19. The Taxation Tribunal has attached great significance to the definition of “turnover” given in the Bengal Finance (Sales Tax) Act, and pointed out that unlike the Tamil Nadu General Sales Tax Act, 1959, the Bengal Act did not define “turnover’ to mean the aggregate amount for which the goods were bought and sold by a dealer on his own account or on account of others. In our judgment, the absence of these words does not make any difference in the case of a dealer who is an agent. The agent has been made liable to pay sales tax. The agent may sell goods on account of others. But that will not absolve the agent from the liability to pay tax on such sales. Otherwise, the imposition of tax by Section 6B on an agent who is a dealer will become meaningless.

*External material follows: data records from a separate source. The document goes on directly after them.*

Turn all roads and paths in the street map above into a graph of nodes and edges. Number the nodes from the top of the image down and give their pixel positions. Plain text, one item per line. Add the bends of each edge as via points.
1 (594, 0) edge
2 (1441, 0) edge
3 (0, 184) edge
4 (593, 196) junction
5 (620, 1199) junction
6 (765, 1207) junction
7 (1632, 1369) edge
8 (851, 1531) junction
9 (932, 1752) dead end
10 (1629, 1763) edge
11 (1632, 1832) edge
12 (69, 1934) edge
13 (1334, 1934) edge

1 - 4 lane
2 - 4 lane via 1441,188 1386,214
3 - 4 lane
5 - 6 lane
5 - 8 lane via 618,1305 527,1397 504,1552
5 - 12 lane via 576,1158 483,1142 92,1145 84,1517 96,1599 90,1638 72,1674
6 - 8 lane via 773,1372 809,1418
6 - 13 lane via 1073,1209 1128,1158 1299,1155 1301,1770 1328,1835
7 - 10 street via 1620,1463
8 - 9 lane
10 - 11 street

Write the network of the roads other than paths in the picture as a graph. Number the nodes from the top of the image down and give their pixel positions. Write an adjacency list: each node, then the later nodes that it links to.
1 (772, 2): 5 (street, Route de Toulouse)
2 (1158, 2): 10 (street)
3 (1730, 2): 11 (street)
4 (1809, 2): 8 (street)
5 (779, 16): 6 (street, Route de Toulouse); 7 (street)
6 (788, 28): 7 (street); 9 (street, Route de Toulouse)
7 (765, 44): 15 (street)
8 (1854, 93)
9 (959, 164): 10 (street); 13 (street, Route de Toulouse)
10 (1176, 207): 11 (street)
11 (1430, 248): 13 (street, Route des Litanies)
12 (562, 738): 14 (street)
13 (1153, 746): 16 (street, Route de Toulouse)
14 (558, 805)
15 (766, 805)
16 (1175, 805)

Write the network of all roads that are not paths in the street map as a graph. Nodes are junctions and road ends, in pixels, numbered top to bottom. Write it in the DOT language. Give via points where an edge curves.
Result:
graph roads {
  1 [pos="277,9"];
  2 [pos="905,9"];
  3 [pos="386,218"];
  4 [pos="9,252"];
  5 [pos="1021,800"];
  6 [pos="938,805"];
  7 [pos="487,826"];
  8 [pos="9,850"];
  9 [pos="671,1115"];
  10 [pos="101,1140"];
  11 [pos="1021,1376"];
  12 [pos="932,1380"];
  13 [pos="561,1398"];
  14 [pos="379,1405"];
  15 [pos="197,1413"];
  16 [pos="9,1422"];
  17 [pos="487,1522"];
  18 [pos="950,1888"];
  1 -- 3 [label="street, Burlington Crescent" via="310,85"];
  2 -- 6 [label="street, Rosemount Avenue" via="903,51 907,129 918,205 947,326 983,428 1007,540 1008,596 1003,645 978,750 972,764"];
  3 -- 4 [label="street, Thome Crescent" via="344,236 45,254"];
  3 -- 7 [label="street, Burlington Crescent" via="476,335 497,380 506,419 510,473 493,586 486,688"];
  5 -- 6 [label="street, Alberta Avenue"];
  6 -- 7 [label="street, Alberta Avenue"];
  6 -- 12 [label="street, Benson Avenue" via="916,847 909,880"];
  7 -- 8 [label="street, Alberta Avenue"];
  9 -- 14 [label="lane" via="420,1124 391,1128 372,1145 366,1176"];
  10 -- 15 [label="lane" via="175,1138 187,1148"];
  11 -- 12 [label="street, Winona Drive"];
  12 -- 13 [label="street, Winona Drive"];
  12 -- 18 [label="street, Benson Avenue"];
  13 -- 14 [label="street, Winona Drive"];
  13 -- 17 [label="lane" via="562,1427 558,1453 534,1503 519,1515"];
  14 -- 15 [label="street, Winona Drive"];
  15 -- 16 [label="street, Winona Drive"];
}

20. We are of the view that the Taxation Tribunal clearly fell into error in holding that the aggregate of the turnover of the principals cannot be computed for assessing the agent for turnover tax under Section 6B. The judgment and order dated 20.9.1989 of the Tribunal is set aside, The appeal is allowed with no order as to costs.
C.A.Nos. 4414-14A of 1990
21. In view of our decision in C.A. No. 1374 of 1990, the judgment and order dated 4.1.1990 of the West Bengal Taxation Tribunal is also set aside and the above appeals are allowed with no order as to costs.